The government can’t win the war on drugs; it doesn’t do a particularly good job of enforcing the laws governing the practices of our elected officials; and it regularly demonstrates a pathetic lack of wisdom by over-regulating the U.S. economy. There is no reason, therefore, to trust it to act wisely to put its own citizens to death as punishment for capital crimes.
Forget the whiny liberal pleas that the United States is the only industrialized nation that employs the death penalty. That stance has no logical argumentative value because the United States is also the most prosperous and advanced democratic experiment ever embarked upon, and to suggest that it should be more like socialistic European governments is ridiculous and without merit.

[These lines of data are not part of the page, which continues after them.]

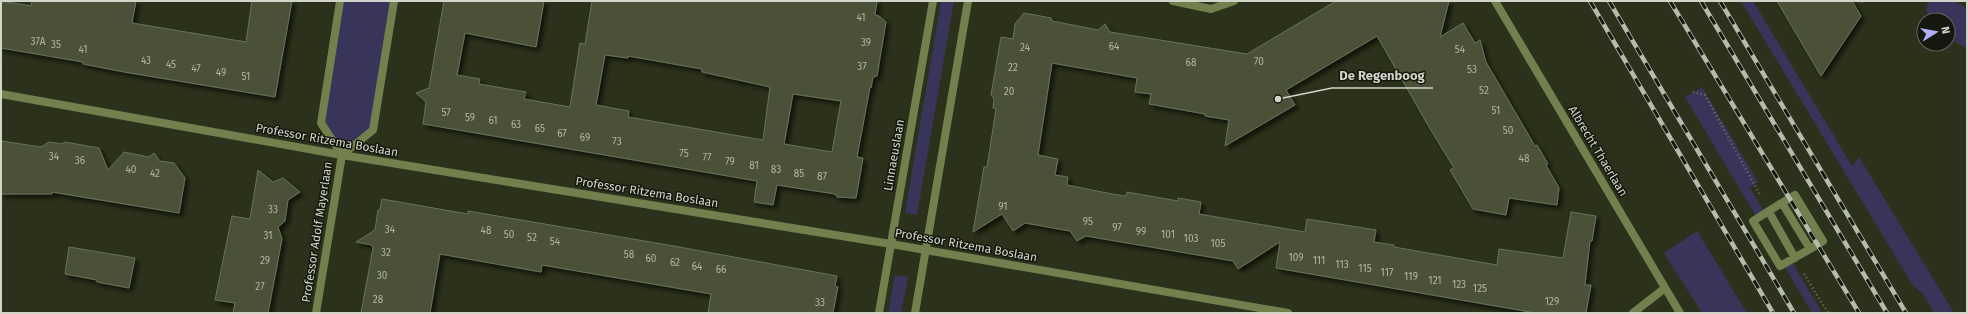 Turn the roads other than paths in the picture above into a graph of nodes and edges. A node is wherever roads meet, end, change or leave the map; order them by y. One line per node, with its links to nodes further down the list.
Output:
1 (340, 1): 9 (street, Professor Adolf Mayerlaan)
2 (394, 1): 9 (street, Professor Adolf Mayerlaan)
3 (933, 1): 12 (street, Linnaeuslaan)
4 (968, 1): 14 (street)
5 (1173, 1): 6 (street)
6 (1234, 1)
7 (1495, 1): 16 (street, Albrecht Thaerlaan)
8 (1, 94): 9 (street, Professor Ritzema Boslaan)
9 (342, 155): 12 (street, Professor Ritzema Boslaan); 17 (street, Professor Adolf Mayerlaan)
10 (1782, 203): 11 (street); 13 (street); 13 (street)
11 (1769, 212): 15 (street); 15 (street)
12 (891, 244): 14 (street, Professor Ritzema Boslaan); 18 (street, Linnaeuslaan)
13 (1810, 248): 15 (street)
14 (926, 250): 19 (street); 20 (street, Professor Ritzema Boslaan)
15 (1795, 258)
16 (1665, 288): 21 (street); 22 (street, Albrecht Thaerlaan)
17 (316, 313)
18 (879, 313)
19 (915, 313)
20 (1288, 313)
21 (1633, 313)
22 (1680, 313)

Similarly, the offensively condescending notion that it is uncivilized or immoral to have a government punish the criminal activities of its citizens with its own methods should be dismissed. It is the proper and necessary role of a government to restrain, punish and when possible seek restitution from those who are guilty of breaking society’s agreed-upon rules. That’s why we have prisons and revoke the voting and arm-bearing rights of convicted felons. The death penalty is only one step further.
But while that liberal reasoning is wrong, the opinion that holds the government institutionally unfit — by a combined lack of wisdom and competence — to execute convicts is quite justified, and the anti-death penalty position should be made on those grounds.
Juries should be trusted to carry out their duty of deciding the guilt or innocence of those being tried before them. Without our common sense of right, wrong and judgment we can have no real justice. But they cannot be trusted with the task of deciding whether to extinguish the life of another person.
The U.S. jury system is still the best in the world but leaves too much to be desired when concerning the official killing of societal members, even the most despicable of that group.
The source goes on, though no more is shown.